==== Source material ====

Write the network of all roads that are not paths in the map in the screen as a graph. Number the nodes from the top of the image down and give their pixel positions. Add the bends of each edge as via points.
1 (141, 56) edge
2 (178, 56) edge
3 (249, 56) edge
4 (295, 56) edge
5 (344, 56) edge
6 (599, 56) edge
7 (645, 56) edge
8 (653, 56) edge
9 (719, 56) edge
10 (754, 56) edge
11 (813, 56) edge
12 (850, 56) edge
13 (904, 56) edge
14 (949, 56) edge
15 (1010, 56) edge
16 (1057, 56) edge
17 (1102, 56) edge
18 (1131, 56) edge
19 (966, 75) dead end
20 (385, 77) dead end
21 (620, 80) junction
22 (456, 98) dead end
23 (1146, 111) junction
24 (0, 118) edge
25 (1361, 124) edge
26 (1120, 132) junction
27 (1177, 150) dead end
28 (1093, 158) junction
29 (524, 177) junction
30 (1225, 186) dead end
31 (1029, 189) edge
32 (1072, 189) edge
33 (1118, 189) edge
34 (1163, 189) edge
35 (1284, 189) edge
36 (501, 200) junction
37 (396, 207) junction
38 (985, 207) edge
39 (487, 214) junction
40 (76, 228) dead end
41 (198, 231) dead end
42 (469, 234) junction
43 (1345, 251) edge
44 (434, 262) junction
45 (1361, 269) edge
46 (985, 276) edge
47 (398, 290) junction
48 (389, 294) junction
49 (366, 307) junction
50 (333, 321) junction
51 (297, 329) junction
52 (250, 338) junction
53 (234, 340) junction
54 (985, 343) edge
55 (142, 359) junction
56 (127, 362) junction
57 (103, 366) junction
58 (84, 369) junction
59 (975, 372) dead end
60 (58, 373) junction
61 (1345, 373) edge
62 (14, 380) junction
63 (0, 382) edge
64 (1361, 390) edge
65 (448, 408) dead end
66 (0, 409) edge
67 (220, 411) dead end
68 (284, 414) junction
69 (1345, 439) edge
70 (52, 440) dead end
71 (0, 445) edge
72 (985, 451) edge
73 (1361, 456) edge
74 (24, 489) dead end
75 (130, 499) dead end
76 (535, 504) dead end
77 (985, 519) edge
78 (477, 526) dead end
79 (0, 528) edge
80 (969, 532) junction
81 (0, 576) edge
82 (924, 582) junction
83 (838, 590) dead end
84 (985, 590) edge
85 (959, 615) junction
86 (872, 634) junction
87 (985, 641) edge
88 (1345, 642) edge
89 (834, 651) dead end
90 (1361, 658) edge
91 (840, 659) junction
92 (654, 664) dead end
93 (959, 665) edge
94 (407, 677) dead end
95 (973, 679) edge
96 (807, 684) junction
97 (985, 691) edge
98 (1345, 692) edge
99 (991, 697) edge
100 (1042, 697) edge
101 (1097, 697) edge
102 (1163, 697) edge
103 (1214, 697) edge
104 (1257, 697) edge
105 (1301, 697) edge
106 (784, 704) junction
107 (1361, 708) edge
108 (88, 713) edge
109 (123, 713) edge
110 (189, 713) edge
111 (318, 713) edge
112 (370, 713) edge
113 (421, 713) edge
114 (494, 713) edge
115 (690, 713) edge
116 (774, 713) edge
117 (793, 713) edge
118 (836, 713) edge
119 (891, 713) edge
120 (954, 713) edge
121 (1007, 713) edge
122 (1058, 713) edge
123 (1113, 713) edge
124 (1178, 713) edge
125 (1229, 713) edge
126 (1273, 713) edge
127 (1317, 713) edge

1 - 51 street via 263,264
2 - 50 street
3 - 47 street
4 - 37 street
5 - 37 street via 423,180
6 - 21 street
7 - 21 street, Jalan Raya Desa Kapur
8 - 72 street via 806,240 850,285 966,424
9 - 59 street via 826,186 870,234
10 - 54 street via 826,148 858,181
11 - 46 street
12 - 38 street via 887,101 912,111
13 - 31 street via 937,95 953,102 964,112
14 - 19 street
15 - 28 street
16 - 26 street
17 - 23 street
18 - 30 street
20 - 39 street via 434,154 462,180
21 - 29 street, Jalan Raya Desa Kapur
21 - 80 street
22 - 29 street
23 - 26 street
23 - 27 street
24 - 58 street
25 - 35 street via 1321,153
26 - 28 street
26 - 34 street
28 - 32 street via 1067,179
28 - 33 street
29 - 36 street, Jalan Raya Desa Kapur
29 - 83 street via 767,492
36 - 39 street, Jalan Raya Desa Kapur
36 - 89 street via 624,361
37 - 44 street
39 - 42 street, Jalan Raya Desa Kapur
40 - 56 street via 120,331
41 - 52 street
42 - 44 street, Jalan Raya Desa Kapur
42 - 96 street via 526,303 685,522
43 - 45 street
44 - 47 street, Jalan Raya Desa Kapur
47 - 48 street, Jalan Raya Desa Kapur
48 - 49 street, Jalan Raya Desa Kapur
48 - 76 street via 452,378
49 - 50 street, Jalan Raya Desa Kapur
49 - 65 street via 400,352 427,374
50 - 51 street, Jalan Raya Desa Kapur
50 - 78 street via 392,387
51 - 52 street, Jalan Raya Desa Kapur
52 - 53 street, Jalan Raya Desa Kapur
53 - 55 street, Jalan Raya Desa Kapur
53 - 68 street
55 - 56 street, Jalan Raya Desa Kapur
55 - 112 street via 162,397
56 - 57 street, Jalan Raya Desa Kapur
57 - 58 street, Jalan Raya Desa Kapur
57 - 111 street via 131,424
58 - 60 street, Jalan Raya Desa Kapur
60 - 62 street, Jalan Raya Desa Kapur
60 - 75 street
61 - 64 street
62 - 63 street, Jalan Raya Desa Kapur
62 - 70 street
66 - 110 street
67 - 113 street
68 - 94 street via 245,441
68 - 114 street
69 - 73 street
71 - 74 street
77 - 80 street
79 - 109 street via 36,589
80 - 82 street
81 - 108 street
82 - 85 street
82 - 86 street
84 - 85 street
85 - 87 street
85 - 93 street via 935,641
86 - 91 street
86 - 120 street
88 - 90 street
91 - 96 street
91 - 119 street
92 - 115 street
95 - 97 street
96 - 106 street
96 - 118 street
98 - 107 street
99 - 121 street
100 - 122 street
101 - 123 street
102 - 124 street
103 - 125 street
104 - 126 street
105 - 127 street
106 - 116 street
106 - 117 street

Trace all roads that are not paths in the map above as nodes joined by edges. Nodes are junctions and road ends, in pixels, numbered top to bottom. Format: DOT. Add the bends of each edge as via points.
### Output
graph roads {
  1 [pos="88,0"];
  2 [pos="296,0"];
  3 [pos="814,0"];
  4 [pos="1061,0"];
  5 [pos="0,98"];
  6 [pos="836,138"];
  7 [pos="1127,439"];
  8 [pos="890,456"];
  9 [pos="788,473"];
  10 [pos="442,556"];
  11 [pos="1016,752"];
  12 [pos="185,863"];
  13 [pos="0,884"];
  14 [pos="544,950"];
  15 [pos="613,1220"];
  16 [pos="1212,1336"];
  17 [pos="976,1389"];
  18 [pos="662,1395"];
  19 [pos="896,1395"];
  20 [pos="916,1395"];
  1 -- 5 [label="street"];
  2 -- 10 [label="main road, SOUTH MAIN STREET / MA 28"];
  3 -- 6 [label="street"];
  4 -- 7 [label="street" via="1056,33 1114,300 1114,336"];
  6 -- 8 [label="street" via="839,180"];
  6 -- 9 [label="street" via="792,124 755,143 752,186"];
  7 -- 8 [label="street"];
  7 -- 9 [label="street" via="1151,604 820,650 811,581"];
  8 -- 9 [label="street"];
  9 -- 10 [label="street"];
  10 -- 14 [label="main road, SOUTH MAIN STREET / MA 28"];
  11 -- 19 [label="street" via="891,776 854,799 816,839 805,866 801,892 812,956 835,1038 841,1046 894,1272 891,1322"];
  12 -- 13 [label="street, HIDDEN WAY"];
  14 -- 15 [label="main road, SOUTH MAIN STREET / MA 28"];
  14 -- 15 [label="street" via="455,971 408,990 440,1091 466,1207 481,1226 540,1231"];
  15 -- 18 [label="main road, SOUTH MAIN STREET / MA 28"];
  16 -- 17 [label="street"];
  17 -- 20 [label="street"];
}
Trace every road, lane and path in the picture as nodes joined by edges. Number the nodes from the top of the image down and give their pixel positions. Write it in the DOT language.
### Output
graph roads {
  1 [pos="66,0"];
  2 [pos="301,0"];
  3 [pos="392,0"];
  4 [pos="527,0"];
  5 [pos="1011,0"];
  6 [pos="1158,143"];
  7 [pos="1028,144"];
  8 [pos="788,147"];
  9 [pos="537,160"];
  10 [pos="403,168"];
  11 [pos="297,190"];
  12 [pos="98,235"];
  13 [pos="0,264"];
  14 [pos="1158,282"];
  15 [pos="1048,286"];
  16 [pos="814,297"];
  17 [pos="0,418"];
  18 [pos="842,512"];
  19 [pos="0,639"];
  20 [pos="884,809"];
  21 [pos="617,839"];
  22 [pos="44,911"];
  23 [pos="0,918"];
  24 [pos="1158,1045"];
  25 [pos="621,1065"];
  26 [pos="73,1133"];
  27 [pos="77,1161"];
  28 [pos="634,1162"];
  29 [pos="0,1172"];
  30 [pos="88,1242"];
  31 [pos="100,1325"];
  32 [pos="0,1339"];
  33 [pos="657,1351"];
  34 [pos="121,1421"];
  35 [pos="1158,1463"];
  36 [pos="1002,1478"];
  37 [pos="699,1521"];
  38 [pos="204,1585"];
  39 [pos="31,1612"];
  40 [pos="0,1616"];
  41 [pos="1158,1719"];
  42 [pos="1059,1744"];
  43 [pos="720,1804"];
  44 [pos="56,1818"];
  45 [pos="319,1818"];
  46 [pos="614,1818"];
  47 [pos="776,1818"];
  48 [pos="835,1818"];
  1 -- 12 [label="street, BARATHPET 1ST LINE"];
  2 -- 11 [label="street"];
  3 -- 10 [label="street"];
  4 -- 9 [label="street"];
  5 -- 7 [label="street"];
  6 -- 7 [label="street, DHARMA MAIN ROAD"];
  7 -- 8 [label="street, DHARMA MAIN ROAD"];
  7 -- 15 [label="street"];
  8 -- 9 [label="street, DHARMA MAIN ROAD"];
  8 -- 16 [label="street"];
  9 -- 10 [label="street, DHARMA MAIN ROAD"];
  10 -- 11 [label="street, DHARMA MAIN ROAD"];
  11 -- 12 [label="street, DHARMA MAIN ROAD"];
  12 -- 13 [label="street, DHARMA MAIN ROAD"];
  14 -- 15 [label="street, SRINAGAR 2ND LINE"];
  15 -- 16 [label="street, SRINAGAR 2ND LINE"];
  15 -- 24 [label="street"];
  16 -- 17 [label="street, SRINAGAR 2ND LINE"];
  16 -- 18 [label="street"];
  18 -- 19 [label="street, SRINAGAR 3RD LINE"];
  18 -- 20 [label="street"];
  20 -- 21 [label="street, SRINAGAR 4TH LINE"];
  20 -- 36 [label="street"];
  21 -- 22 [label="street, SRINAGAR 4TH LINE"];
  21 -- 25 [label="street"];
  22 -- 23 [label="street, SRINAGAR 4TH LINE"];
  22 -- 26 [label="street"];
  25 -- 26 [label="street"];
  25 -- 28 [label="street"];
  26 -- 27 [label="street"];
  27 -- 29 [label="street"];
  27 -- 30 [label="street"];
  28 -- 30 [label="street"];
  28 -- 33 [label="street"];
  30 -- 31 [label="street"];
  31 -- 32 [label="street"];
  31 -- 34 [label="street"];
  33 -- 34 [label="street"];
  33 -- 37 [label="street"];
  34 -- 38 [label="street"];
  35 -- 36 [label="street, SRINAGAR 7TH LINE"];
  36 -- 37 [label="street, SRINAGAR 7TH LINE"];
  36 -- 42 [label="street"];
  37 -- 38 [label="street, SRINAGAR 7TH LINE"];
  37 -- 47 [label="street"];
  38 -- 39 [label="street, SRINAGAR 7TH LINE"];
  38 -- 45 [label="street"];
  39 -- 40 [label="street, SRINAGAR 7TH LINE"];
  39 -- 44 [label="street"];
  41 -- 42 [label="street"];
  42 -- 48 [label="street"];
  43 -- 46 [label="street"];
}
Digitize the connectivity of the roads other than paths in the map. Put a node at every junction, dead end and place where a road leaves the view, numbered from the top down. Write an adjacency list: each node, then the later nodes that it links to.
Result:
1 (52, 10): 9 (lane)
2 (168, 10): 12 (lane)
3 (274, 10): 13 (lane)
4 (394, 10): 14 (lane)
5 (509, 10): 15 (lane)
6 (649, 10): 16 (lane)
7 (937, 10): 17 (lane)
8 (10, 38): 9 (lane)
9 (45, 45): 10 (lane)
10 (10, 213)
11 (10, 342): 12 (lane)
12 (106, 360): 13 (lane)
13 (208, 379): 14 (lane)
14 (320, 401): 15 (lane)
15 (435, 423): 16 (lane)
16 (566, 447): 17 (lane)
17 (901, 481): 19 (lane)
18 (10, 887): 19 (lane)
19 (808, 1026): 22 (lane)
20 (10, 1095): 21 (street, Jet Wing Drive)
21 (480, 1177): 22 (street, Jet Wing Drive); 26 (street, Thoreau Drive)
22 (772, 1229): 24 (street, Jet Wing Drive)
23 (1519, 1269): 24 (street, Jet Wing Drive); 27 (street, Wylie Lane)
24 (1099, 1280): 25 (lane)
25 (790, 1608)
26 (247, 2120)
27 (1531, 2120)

====

What is needed:
Write out exactly the lines from the one with "Digitize the connectivity" through the end of the records above, both ends included, and leave out all other lines.

Reply to the task:
Digitize the connectivity of the roads other than paths in the map. Put a node at every junction, dead end and place where a road leaves the view, numbered from the top down. Write an adjacency list: each node, then the later nodes that it links to.
Result:
1 (52, 10): 9 (lane)
2 (168, 10): 12 (lane)
3 (274, 10): 13 (lane)
4 (394, 10): 14 (lane)
5 (509, 10): 15 (lane)
6 (649, 10): 16 (lane)
7 (937, 10): 17 (lane)
8 (10, 38): 9 (lane)
9 (45, 45): 10 (lane)
10 (10, 213)
11 (10, 342): 12 (lane)
12 (106, 360): 13 (lane)
13 (208, 379): 14 (lane)
14 (320, 401): 15 (lane)
15 (435, 423): 16 (lane)
16 (566, 447): 17 (lane)
17 (901, 481): 19 (lane)
18 (10, 887): 19 (lane)
19 (808, 1026): 22 (lane)
20 (10, 1095): 21 (street, Jet Wing Drive)
21 (480, 1177): 22 (street, Jet Wing Drive); 26 (street, Thoreau Drive)
22 (772, 1229): 24 (street, Jet Wing Drive)
23 (1519, 1269): 24 (street, Jet Wing Drive); 27 (street, Wylie Lane)
24 (1099, 1280): 25 (lane)
25 (790, 1608)
26 (247, 2120)
27 (1531, 2120)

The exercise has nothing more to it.